PROBLEM DETAILS ::
Copy all lines containing the string "KIRUNG" from the records below.

(Saved data entries)
==================================================

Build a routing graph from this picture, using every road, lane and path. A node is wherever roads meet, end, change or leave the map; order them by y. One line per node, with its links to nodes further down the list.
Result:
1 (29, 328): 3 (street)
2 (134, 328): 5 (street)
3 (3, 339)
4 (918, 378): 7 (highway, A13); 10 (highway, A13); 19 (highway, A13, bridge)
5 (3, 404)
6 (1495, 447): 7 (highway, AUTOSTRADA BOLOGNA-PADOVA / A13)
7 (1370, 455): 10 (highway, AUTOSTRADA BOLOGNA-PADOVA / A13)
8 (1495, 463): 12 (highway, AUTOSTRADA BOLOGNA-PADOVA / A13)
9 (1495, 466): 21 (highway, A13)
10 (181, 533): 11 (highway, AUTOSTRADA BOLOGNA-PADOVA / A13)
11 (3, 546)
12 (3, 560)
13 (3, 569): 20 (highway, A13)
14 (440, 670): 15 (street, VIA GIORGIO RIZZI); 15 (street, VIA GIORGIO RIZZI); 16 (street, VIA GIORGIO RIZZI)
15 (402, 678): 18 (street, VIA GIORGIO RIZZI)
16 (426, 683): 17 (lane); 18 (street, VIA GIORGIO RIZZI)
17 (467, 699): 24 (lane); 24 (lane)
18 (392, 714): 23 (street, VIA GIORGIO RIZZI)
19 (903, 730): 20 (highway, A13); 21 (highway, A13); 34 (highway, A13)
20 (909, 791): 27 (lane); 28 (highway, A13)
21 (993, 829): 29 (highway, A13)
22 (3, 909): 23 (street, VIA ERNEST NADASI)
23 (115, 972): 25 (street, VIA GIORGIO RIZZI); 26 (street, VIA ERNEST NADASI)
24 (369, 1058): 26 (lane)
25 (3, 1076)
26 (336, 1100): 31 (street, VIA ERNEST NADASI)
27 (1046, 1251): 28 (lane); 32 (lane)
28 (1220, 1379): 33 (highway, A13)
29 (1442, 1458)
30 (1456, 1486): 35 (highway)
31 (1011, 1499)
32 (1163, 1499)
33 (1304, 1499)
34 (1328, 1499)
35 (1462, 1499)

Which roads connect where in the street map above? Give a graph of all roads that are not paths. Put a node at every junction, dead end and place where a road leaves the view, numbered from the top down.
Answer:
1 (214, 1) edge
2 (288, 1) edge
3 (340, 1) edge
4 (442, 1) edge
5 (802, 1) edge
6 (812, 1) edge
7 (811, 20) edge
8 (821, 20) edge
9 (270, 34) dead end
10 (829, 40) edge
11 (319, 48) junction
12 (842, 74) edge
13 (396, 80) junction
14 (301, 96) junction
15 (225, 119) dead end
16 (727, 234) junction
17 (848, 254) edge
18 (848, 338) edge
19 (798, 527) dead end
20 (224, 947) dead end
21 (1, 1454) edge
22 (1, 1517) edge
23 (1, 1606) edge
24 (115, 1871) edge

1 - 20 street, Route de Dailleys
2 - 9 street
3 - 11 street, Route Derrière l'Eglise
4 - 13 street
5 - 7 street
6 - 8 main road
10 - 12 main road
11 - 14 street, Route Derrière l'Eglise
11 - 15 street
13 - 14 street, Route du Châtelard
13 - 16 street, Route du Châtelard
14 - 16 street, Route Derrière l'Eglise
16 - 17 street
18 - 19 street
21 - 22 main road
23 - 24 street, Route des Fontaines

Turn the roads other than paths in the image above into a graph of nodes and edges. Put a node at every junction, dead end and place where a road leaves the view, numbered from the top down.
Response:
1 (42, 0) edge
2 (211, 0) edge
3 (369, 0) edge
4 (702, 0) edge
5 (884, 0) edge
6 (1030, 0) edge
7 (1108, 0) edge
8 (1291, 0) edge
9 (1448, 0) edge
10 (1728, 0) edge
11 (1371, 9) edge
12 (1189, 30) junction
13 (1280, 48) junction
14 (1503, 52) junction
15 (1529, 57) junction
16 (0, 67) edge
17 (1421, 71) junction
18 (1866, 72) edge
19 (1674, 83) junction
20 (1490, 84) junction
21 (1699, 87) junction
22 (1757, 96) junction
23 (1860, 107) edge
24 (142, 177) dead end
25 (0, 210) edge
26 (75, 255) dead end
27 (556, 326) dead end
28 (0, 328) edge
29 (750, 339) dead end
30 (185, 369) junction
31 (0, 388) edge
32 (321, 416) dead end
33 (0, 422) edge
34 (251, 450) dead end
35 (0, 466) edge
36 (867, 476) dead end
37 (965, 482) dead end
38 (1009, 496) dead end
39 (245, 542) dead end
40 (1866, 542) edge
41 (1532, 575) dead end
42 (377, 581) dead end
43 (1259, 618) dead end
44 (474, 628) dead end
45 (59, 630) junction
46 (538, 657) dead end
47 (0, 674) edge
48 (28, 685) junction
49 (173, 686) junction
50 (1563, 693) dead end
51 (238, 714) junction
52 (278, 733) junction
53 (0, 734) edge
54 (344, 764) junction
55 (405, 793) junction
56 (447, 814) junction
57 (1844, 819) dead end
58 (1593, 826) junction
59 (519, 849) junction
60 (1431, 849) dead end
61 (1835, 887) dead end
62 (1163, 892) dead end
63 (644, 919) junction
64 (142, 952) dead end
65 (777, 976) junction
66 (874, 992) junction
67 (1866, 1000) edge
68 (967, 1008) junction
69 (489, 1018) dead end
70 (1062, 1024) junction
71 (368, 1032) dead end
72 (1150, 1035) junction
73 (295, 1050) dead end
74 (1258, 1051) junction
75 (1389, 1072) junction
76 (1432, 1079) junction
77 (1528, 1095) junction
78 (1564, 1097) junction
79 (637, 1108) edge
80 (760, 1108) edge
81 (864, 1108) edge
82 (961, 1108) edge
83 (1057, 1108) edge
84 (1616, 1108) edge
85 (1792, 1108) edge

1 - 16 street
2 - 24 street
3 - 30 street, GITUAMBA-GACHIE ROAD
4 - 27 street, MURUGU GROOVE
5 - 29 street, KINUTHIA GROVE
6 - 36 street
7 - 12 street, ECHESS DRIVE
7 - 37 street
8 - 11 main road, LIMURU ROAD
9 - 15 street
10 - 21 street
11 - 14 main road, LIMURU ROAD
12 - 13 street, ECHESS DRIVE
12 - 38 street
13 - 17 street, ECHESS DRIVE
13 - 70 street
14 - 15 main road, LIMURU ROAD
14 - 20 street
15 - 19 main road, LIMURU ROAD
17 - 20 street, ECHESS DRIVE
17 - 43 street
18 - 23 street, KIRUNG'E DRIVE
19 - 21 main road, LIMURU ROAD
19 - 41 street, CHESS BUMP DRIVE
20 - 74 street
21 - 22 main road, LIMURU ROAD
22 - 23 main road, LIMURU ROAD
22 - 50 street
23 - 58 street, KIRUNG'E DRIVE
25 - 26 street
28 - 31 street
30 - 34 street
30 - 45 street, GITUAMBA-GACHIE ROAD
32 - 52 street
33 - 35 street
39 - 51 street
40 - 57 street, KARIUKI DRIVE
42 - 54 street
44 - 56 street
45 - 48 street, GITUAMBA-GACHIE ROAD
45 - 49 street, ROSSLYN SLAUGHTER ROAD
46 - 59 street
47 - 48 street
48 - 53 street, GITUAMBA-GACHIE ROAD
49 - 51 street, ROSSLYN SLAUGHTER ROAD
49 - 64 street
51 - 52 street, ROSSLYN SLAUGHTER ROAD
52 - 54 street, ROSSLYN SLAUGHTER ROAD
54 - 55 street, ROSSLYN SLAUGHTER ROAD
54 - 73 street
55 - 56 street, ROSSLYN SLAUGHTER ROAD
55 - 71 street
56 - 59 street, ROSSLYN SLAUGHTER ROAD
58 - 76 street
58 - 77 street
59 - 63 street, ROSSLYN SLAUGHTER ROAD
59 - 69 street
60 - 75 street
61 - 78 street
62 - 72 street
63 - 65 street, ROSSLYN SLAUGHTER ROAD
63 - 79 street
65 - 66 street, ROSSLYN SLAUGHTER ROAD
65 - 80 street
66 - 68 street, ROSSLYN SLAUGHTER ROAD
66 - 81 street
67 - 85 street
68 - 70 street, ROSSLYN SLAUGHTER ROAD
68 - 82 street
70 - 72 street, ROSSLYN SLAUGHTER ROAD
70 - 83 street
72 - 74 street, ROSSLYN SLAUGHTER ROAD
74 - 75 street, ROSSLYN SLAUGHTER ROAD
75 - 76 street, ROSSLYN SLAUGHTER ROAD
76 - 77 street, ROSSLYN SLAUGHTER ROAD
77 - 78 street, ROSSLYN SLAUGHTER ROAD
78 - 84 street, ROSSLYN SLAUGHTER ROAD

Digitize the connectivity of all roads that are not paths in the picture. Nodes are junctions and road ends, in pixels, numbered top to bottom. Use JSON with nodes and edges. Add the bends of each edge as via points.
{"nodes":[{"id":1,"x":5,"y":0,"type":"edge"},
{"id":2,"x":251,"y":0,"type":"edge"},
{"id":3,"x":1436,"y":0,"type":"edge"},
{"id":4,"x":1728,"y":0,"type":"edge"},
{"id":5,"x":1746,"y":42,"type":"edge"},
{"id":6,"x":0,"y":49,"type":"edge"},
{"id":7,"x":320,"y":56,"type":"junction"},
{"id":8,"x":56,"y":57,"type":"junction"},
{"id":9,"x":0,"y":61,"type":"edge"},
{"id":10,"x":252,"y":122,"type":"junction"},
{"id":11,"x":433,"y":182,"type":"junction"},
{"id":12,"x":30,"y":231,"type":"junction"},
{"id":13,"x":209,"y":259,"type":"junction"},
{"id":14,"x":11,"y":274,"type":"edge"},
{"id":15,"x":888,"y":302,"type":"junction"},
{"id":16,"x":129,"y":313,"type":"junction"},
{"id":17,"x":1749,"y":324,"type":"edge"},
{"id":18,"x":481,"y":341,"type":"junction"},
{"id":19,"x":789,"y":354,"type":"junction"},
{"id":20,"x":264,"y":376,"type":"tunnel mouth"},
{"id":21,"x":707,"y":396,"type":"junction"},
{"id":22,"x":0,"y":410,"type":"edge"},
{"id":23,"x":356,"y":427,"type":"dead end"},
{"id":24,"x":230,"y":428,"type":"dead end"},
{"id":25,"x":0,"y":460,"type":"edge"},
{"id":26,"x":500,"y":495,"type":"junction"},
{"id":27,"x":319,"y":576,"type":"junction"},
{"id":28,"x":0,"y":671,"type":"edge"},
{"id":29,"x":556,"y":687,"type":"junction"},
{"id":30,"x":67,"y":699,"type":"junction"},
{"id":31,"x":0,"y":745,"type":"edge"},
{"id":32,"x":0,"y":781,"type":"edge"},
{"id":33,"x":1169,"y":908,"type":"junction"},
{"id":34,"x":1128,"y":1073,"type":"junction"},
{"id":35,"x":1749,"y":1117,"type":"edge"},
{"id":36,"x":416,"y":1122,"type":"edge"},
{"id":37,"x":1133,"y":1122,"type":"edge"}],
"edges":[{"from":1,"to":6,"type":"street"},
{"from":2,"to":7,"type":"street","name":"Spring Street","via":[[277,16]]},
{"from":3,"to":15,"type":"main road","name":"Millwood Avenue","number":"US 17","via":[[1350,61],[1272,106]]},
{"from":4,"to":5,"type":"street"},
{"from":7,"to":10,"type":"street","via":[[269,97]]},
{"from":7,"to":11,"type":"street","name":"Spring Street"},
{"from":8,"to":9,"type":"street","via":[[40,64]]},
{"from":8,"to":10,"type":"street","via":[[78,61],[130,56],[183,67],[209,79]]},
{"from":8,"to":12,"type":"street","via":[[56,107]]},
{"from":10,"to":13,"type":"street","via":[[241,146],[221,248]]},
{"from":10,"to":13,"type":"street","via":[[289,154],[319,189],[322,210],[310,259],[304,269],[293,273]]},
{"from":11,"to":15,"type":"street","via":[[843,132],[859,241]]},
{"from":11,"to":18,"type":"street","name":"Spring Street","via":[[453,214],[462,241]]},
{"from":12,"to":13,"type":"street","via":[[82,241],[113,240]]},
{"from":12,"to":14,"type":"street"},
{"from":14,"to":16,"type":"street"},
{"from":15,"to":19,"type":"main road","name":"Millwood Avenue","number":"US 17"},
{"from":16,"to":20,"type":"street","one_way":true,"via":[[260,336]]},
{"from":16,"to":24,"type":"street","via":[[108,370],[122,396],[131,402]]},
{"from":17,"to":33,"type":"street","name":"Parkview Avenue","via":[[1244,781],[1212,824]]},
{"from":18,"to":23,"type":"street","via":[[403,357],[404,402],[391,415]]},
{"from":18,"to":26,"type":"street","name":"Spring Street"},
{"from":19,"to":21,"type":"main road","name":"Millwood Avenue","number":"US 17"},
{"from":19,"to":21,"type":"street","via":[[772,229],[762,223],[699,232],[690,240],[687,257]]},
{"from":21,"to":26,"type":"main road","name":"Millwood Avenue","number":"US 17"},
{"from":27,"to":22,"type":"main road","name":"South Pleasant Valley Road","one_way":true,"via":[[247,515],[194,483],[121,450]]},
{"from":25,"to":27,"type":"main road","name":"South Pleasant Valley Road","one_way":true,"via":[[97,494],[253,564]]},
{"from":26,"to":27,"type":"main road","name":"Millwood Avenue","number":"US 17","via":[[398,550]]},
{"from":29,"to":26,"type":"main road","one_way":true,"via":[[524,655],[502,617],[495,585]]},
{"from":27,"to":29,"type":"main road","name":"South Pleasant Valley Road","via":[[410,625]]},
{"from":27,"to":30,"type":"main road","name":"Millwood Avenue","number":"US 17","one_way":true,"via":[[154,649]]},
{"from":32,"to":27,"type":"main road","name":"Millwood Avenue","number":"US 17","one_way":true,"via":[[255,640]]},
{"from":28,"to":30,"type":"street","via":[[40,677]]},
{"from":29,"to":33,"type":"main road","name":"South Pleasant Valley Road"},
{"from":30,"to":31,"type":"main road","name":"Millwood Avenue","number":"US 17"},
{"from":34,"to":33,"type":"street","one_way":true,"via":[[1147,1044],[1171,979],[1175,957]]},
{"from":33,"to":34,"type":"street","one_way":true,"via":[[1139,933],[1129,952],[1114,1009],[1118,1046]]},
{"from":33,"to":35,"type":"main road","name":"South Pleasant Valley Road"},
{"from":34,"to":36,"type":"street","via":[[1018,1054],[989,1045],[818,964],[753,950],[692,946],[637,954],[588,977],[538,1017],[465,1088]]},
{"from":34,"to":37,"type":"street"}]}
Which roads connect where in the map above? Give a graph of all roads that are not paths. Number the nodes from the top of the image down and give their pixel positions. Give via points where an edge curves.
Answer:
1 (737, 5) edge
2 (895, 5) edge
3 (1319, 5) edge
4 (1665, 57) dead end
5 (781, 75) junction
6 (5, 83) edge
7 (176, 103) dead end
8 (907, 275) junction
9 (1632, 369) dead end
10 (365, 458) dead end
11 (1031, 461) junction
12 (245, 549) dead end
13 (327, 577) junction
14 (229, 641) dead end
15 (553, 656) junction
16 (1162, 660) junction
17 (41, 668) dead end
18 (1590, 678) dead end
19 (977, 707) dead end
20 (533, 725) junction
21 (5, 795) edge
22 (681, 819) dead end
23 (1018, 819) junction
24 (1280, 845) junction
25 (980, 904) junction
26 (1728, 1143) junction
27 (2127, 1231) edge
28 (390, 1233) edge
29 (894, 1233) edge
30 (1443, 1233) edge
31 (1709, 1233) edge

==================================================

ANSWER SECTION ::
18 - 23 street, KIRUNG'E DRIVE
23 - 58 street, KIRUNG'E DRIVE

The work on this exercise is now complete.